Some owners, including Tom Ricketts, say they have a cash-flow problem. Without having MLB books opened, none of us can be certain that’s true. But let’s assume for the moment that it is.
What about the profits made over the last decade or so? The link above says it all goes back into the team, but surely there must be some reserves, and stop calling me Shirley, that could make up that small amount of compromise. You’d think.
BCB’s Sara Sanchez wrote on this topic as well on Tuesday and concluded:
Only one side is really negotiating here: the players. I wouldn’t take that deal and players shouldn’t either. They shouldn’t take that deal when they are being asked to do more dangerous work in a pandemic and they CERTAINLY shouldn’t take that deal 18 months before they have to negotiate their next long-term collective bargaining agreement.
Owners are hoping fans will get so tired of this back and forth that their desperation for baseball will turn them against the players just in time to negotiate a sweetheart deal when the CBA expires in 2021. That plan relies on disgusting the people who love this game. People like you and I, reading this blog in a time with no baseball. Don’t fall for the divisive tactics, stand with the players who deserve better than this sham masquerading as a negotiation.

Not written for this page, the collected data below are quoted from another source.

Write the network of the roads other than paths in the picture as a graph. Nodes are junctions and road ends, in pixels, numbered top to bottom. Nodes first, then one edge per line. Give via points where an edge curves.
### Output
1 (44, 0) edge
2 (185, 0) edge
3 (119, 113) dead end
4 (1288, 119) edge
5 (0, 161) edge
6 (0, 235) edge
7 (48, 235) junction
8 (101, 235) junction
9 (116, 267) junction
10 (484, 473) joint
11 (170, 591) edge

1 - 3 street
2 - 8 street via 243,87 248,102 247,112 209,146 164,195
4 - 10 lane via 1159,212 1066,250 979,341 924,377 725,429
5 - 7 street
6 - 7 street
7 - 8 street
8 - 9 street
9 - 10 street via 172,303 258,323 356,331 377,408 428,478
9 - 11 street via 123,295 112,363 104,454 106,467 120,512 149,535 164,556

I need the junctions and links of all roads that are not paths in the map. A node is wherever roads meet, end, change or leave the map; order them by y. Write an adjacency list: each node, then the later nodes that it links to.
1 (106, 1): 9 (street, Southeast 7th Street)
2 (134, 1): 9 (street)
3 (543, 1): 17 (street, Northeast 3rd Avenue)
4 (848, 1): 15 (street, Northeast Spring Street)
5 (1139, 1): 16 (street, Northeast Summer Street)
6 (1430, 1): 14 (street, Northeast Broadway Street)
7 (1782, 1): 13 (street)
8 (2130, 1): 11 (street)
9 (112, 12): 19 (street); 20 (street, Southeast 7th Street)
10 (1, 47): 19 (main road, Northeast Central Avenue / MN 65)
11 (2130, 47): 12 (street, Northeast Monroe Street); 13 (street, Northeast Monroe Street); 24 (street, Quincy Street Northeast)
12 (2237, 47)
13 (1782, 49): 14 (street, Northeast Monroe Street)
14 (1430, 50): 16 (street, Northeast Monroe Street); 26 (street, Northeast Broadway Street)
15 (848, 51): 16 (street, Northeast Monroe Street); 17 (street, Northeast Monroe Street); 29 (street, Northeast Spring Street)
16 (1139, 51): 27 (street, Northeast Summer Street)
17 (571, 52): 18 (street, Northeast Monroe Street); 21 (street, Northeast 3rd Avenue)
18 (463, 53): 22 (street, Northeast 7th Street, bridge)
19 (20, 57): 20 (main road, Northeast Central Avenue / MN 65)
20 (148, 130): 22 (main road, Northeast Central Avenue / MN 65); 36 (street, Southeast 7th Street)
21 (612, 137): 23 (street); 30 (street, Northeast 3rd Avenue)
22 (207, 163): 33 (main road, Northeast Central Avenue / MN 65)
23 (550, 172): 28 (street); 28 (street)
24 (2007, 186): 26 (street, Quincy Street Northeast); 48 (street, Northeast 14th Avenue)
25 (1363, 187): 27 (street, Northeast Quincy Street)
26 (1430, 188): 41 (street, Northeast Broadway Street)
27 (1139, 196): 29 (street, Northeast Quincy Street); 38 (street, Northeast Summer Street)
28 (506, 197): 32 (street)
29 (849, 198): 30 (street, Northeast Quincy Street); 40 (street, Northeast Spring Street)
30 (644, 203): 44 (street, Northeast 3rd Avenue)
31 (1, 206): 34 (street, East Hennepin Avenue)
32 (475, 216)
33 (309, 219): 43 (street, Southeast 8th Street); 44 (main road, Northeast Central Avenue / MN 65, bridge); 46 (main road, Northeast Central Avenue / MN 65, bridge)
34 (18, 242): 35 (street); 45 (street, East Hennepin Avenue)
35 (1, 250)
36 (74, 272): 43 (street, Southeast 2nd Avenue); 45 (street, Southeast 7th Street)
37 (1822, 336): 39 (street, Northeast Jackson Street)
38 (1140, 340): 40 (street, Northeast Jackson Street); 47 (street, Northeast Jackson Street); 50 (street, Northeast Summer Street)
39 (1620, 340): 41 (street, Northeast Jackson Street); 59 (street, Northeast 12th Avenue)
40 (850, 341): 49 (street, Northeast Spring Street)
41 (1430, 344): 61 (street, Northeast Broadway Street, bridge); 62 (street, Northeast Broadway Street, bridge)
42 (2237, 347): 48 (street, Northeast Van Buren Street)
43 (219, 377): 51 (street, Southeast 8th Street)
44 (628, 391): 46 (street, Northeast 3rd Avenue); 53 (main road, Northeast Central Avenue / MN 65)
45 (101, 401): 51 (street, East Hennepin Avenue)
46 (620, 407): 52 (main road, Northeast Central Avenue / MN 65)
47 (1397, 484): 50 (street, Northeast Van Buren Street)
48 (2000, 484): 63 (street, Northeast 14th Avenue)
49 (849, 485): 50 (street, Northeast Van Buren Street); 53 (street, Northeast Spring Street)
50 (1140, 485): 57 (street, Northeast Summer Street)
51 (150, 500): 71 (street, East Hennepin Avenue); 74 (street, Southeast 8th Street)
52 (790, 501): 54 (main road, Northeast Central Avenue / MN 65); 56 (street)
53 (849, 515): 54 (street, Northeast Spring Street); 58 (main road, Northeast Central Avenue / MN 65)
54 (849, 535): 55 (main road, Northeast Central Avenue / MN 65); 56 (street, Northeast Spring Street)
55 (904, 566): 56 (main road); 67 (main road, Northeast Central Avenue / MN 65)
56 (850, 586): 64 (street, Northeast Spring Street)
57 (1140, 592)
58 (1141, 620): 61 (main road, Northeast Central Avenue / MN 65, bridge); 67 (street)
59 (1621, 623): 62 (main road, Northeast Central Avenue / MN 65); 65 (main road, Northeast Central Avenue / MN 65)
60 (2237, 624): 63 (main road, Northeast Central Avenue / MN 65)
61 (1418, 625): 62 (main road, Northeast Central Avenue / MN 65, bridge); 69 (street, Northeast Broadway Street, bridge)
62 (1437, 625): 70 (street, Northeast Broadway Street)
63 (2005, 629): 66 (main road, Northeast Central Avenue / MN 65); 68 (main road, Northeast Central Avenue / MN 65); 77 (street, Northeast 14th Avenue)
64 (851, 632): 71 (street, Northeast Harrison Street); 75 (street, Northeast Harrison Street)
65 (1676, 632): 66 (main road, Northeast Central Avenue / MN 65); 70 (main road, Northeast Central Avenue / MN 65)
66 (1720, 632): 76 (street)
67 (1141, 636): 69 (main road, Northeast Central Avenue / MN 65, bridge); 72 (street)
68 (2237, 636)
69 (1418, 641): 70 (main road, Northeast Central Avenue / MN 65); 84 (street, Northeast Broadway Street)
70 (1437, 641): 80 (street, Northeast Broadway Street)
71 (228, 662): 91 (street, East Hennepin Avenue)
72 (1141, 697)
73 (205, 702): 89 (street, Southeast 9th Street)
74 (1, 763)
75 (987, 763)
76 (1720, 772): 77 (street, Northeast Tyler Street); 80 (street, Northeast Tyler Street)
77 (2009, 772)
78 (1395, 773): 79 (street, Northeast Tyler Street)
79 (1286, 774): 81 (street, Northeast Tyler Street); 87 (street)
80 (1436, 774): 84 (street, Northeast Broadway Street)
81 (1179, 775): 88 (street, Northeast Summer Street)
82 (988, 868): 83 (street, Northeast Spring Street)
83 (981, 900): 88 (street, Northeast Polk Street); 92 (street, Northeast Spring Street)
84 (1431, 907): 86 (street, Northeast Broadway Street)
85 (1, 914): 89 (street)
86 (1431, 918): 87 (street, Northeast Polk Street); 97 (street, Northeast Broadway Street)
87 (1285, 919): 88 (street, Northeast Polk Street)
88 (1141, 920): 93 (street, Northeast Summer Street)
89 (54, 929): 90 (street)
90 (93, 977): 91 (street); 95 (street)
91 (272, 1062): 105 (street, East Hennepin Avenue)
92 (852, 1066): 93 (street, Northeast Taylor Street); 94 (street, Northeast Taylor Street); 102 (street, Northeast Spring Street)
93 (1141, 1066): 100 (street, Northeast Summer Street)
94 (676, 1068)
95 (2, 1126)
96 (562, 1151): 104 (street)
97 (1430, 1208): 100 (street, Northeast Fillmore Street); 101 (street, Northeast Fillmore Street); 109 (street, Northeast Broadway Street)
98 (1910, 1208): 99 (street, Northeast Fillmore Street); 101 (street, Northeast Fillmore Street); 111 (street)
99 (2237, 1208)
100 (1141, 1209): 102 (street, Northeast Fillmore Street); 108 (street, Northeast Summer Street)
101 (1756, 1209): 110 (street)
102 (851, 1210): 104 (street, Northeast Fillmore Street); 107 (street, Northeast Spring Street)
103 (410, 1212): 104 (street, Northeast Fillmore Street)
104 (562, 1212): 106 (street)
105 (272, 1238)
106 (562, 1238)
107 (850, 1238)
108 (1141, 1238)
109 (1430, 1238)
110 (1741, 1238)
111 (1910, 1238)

She’s right. While the NBA has a plan to begin around July 31, the NHL has approved a postseason plan (though without specific dates) and the NFL is still going full-speed-ahead with plans to play their season as scheduled, MLB dithers. MLB owners are playing hardball with players without, seemingly, understanding the tremendous damage they are doing to their brand.
Based on the owners’ apparent attitude, it’s no wonder Commissioner Rob Manfred, when referring to whether the Astros should be stripped of their 2017 World Series trophy, called it a “piece of metal.” He walked that back a day later, but I think that showed his true feelings. Owners in general don’t appear to care about baseball itself, the game, the fans, the culture, the history, with perhaps a few exceptions. Profit has taken its place at the top of their wish list. Again, as I have said before: These are businesses and I do not begrudge them making money. That’s an understood part of the game.
But there are also loyalties to baseball teams (and other sports teams) that you don’t see in any other business. Owners trample on these loyalties at their peril.